E anche considerando le ultime nomine, il confronto tra il bollettino vaticano e il rispettivo comunicato cinese (in cui peraltro mai si fa riferimento al Papa) mostra che ci sono diversi mesi di differenza nelle date ufficiali di nomina. Come nel caso del nuovo vescovo di Luliang, Anthony Ji Weizhong, ordinato lo scorso 20 gennaio: per il governo cinese il vescovo è stato eletto il 19 luglio 2024, ma per la Santa Sede la nomina del Papa è arrivata il 28 ottobre successivo, oltre tre mesi dopo.
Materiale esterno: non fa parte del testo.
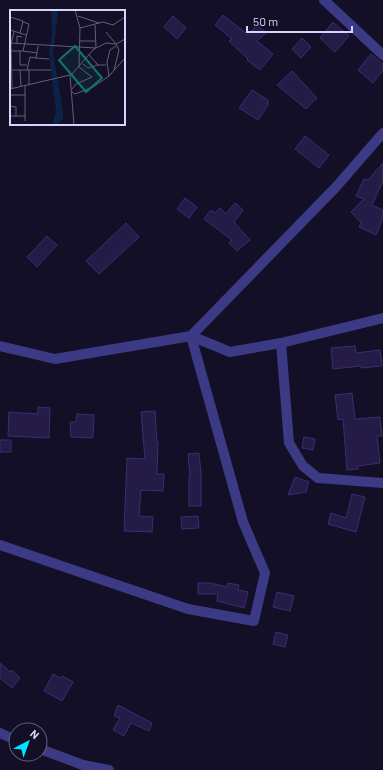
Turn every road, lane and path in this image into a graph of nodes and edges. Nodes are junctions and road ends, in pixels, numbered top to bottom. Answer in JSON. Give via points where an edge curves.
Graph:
{"nodes":[{"id":1,"x":324,"y":0,"type":"edge"},
{"id":2,"x":383,"y":55,"type":"edge"},
{"id":3,"x":383,"y":134,"type":"edge"},
{"id":4,"x":383,"y":318,"type":"edge"},
{"id":5,"x":191,"y":336,"type":"junction"},
{"id":6,"x":281,"y":343,"type":"junction"},
{"id":7,"x":0,"y":346,"type":"edge"},
{"id":8,"x":383,"y":483,"type":"edge"},
{"id":9,"x":0,"y":545,"type":"edge"},
{"id":10,"x":48,"y":752,"type":"edge"},
{"id":11,"x":109,"y":770,"type":"edge"}],
"edges":[{"from":1,"to":2,"type":"street"},
{"from":3,"to":5,"type":"street","via":[[336,187]]},
{"from":4,"to":6,"type":"street"},
{"from":5,"to":6,"type":"street","via":[[230,352]]},
{"from":5,"to":7,"type":"street","via":[[55,359]]},
{"from":5,"to":9,"type":"street","via":[[243,522],[265,573],[254,621],[188,609]]},
{"from":6,"to":8,"type":"street","via":[[289,442],[303,466],[318,478]]},
{"from":10,"to":11,"type":"street","via":[[83,765]]}]}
Ora con la nomina di due vescovi in tempo di sede vacante il governo cinese ha alzato ancora l’asticella mostrando, per chi vuole vedere, che il re è nudo, che in Cina è il Partito Comunista che nomina i vescovi e che - come abbiamo sempre sostenuto - quell’accordo rappresenta la svendita della Chiesa al regime comunista; un’umiliazione per i cattolici cinesi e uno sfregio alla memoria dei tanti martiri che hanno versato il sangue per la loro fedeltà al Papa e alla Chiesa universale.

Eppure, una cosa così importante non ha trovato spazio nella grande stampa italiana (e non solo), tutta tesa a promuovere colui che di questo disastro diplomatico è il principale artefice.

E visto che parliamo di Cina è giusto non dimenticare che in Conclave ci sono altri cardinali in prima linea nel sostenere Parolin in questo accordo con la Cina. Matteo Zuppi, anzitutto, visto che la “sua” Comunità di S. Egidio sponsorizza fortemente l’accordo ed è stata la principale alleata di Parolin e di papa Francesco. Né va dimenticato il nuovo vescovo di Hong Kong, il cardinale Stephen Chow Sau-yan, che addirittura per i suoi sacerdoti promuove corsi di sinicizzazione (di fatto la creazione di una Chiesa nazionale cinese sotto la guida del regime). E infine il cardinale filippino Luis Antonio Tagle, secondo cui l’accordo con la Cina serve a «salvaguardare la valida successione apostolica e la natura sacramentale della Chiesa cattolica in Cina». A quale prezzo, evidentemente non importa.